She grimaced. “You didn't have to be so damn drastic. You didn't have to throw me in the water, and get my car stuck, and leave me to dig it out alone. You deliberately arranged for me to make a gruesome spectacle of myself in front of—” She stopped. “Oh, I see!”

“Right,” I said. “It had to look good; it had to look as if I were really getting rough, to separate the sheep from the goats. It worked, didn't it? The Michaelis kid broke under the strain and showed she didn't really want anybody killed, for all her big talk. The people I was after wouldn't care who I killed; they'd killed before. We lost a man named Ames down here a while back. Remember Ames, Robin? He liked portable radios. He was also pretty good at cooking over a campfire.”

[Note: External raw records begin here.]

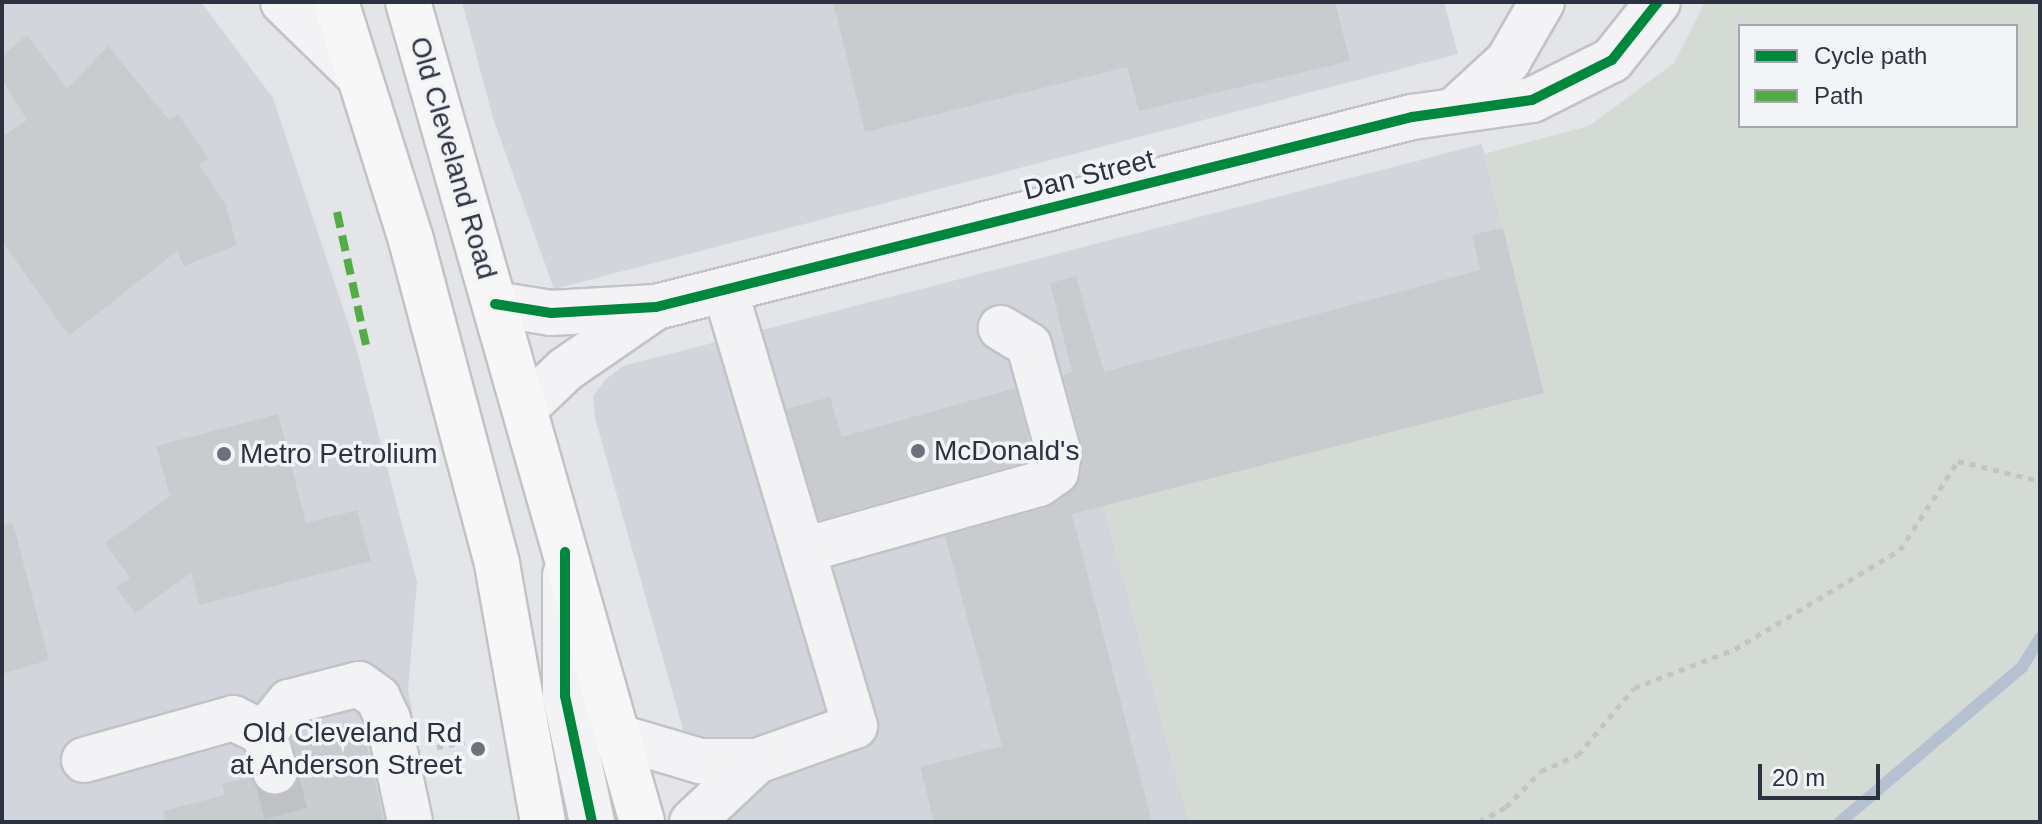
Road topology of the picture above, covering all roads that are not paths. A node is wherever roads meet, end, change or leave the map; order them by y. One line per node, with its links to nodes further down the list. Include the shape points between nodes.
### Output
1 (283, 2): 6 (street)
2 (336, 2): 6 (main road)
3 (408, 2): 9 (main road, Old Cleveland Road)
4 (1542, 2): 7 (street, Dan Street, via 1508,61)
5 (1658, 2): 7 (street, Dan Street, via 1632,41 1583,80 1532,100)
6 (355, 72): 19 (main road, via 411,240 497,564)
7 (1459, 106): 8 (street, Dan Street)
8 (725, 291): 10 (street, Dan Street); 13 (street)
9 (495, 304): 10 (street, Dan Street, via 551,313); 12 (main road, Old Cleveland Road)
10 (656, 307): 12 (street, Dan Street, via 566,369)
11 (1001, 328): 13 (street, via 1029,345 1059,454 1056,472 1015,491)
12 (525, 408): 14 (main road, Old Cleveland Road)
13 (804, 550): 17 (street, via 855,726)
14 (565, 552): 15 (main road, Old Cleveland Road); 20 (street, via 565,696)
15 (616, 736): 17 (street, via 700,761); 21 (main road, Old Cleveland Road)
16 (84, 760): 18 (street, via 233,718 270,752 289,702 359,684 378,698 388,719)
17 (757, 761): 22 (street)
18 (410, 822)
19 (543, 822)
20 (592, 822)
21 (642, 822)
22 (692, 822)

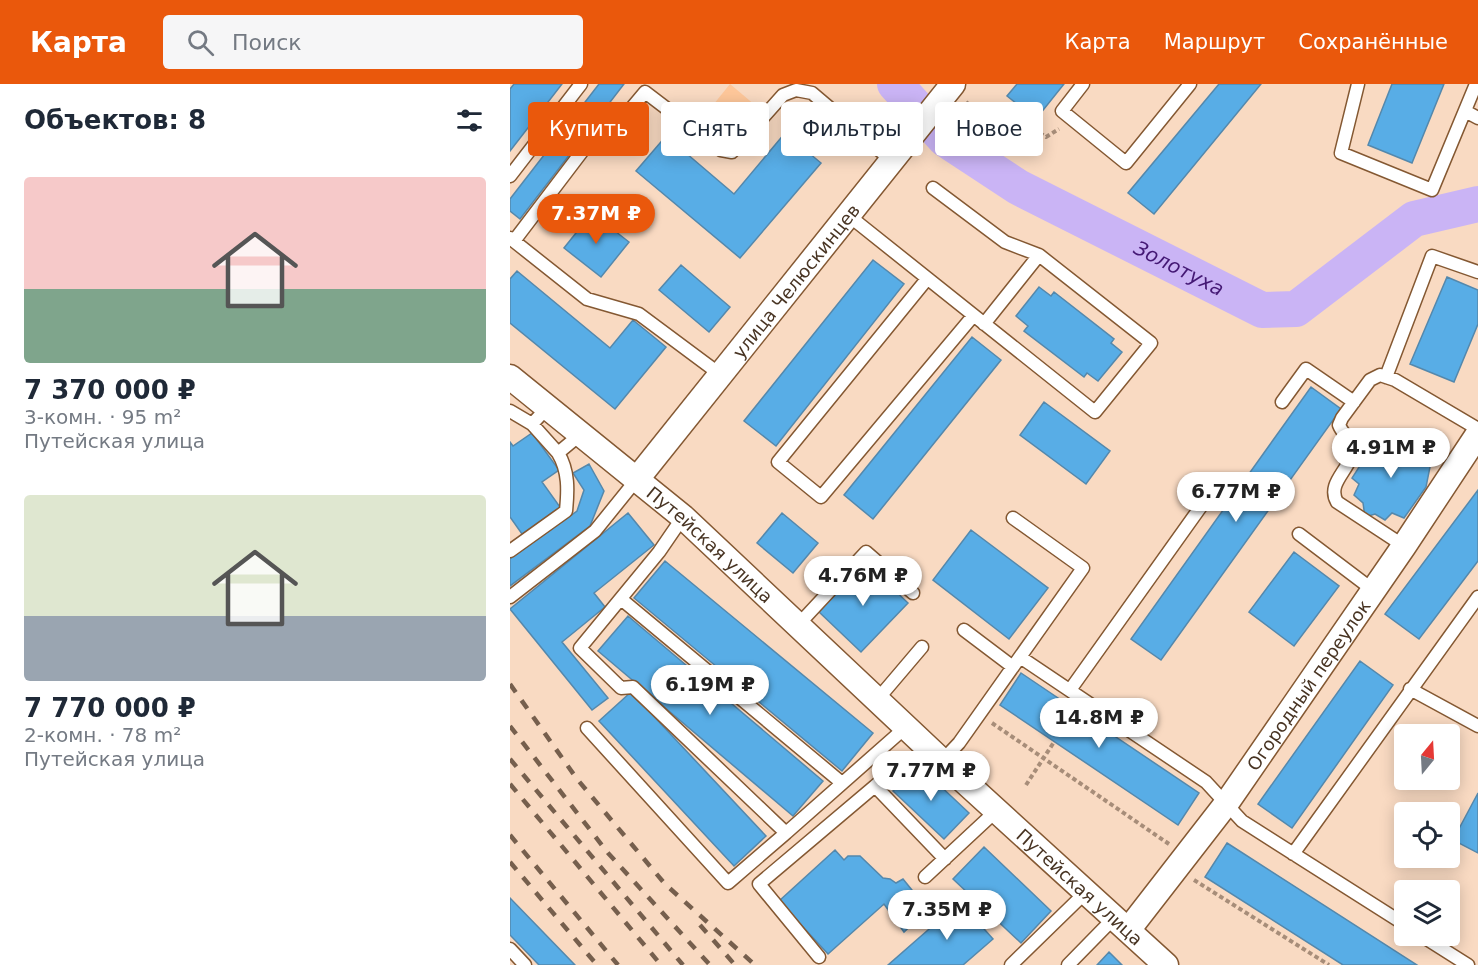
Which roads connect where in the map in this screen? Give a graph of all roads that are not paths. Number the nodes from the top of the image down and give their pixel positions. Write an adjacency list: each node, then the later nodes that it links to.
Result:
1 (581, 84): 10 (lane)
2 (1083, 84): 3 (lane)
3 (1190, 84)
4 (1358, 84): 7 (lane)
5 (1476, 84): 7 (lane)
6 (946, 92): 9 (street, улица Челюскинцев)
7 (1465, 111): 8 (lane)
8 (1478, 118)
9 (891, 160): 12 (street, улица Челюскинцев); 13 (lane)
10 (510, 176)
11 (933, 188): 14 (lane)
12 (848, 215): 16 (lane); 19 (street, улица Челюскинцев)
13 (512, 240): 19 (lane)
14 (1040, 255): 18 (lane); 18 (lane)
15 (1478, 272): 21 (lane)
16 (927, 279): 17 (lane); 17 (lane)
17 (973, 316): 18 (lane)
18 (984, 324)
19 (721, 375): 29 (street, улица Челюскинцев)
20 (510, 377): 25 (street, Путейская улица)
21 (1386, 377): 23 (lane); 26 (lane)
22 (1282, 402): 23 (lane)
23 (1354, 402): 34 (lane)
24 (510, 411): 25 (lane)
25 (540, 415): 27 (street, Путейская улица); 28 (lane)
26 (1478, 431): 34 (street, Огородный переулок)
27 (582, 433): 28 (lane); 29 (street, Путейская улица)
28 (558, 453): 35 (lane)
29 (637, 478): 31 (street, Путейская улица); 38 (lane)
30 (1202, 505): 46 (lane)
31 (683, 517): 40 (lane); 41 (street, Путейская улица)
32 (1013, 518): 44 (lane)
33 (1299, 534): 36 (lane)
34 (1404, 546): 36 (street, Огородный переулок)
35 (510, 551)
36 (1373, 590): 55 (street, Огородный переулок)
37 (913, 593): 41 (lane)
38 (510, 597)
39 (1478, 597): 45 (lane)
40 (621, 599): 53 (lane); 57 (lane)
41 (798, 625): 47 (street, Путейская улица)
42 (964, 630): 44 (lane)
43 (922, 647): 47 (lane)
44 (1017, 662): 46 (lane); 51 (lane)
45 (1410, 689): 48 (lane); 58 (lane)
46 (1070, 690): 55 (lane)
47 (877, 700): 49 (street, Путейская улица)
48 (1478, 726)
49 (906, 727): 51 (street, Путейская улица); 53 (lane)
50 (586, 728): 57 (lane)
51 (942, 761): 56 (street, Путейская улица)
52 (901, 763): 54 (lane)
53 (842, 783): 57 (lane)
54 (875, 786): 59 (lane); 66 (lane)
55 (1226, 804): 58 (lane); 63 (street, Огородный переулок)
56 (996, 811): 59 (lane); 61 (street, Путейская улица)
57 (786, 833)
58 (1293, 854): 62 (lane)
59 (945, 859): 60 (lane)
60 (925, 877)
61 (1086, 892): 63 (street, Путейская улица); 68 (lane)
62 (1394, 918)
63 (1122, 923): 69 (lane); 70 (street, Путейская улица)
64 (1438, 946): 71 (lane)
65 (510, 949): 67 (lane)
66 (819, 957)
67 (525, 965)
68 (1011, 965)
69 (1068, 965)
70 (1166, 965)
71 (1468, 965)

“I remember a man with a radio,” she said calmly. “He wasn't going under that name. He never got a chance to build a fire, if that's what he was doing on the beach at night. We thought he had something else in mind.”

I looked at her for a long moment. I guess I was saying good-bye to some hope; I guess I'd been waiting for her to deny knowing anything about Ames.

“Anyway,” I said, “my demonstration was convincing enough, and humiliating enough, that you didn't want any more. You dropped the respectable mask and fed me a mickey to stop me, like any movie conspirator.”

She laughed. “You flatter yourself, Matt, darling, if you think your silly hoodlum antics frightened me into revealing myself.”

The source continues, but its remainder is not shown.